The error is followed by very poor functioning of the firefox-bin program that has no history to show whatsoever, no bookmarks, addons not functioning (such as the very useful session manager addon). 

Being on amd64 machine and needing flash (youtube, vimeo, or other), my easy choice is firefox-bin and emul-linux-x86-java IIRC.

That error I got on starting firefox-bin with newer kernels:

vmlinuz-3.0.8-hardened

vmlinuz-3.1.1-hardened-r1

Reverting to the older kernel:

2.6.39-hardened-r8

that error does not appear. Firefox is back, reliable, all sessions there, history, bookmarks, you name it.

The error remained after I reverted to firefox-7 from firefox-8.0 which was the first thing I suspected (wrongly).

As common user, I understand to limited extent what kind of error it is. Best read I found is here:

http://sourceforge.net/mailarchive/forum.php?thread_name=1085919883.3471.14.camel%40linux.littlegreen&forum_name=inkscape-devel

It is probably not grsecurity (no SELinux, thanks a bunch!, never!) related,  Or pax?

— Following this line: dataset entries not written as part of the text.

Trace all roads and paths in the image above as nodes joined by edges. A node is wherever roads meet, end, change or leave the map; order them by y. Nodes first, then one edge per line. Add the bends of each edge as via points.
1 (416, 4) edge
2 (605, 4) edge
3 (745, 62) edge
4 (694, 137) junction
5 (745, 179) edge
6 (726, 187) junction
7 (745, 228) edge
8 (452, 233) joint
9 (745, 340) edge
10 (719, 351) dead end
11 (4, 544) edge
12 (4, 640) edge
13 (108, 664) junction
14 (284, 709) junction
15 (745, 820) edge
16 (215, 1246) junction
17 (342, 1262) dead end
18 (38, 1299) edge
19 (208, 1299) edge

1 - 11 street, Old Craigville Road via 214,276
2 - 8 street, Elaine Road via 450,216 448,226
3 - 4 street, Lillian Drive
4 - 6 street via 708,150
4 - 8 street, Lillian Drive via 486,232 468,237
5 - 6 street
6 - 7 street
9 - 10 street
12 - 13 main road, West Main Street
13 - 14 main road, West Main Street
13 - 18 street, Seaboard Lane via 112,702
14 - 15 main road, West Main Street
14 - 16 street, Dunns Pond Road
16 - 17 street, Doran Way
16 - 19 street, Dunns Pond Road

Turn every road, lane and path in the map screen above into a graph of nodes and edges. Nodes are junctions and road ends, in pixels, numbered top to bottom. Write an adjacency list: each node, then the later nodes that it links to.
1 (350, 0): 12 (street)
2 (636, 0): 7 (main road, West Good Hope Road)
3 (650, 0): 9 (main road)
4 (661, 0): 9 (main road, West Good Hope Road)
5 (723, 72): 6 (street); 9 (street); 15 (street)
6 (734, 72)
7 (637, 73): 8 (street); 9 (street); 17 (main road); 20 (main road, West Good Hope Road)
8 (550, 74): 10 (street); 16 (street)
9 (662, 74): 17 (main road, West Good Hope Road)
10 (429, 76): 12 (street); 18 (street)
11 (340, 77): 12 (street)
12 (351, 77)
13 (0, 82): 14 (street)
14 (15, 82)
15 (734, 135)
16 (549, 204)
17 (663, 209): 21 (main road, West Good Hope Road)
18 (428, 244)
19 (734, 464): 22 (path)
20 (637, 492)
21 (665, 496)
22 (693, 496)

https://grsecurity.net/pipermail/grsecurity/2005-July/000501.html

It seems to be also kernel related, doesn't it?

I suppose this issue is probably not strictly gentoo related, but I don't know to what extent it still might be so.

I'll be back to see if others have this issue.

----------

## miroR

Oh, yes! I remember now!

It must be hardened Gentoo related!

Because with the 3 kernels I wasn't able to even start my tor-browser!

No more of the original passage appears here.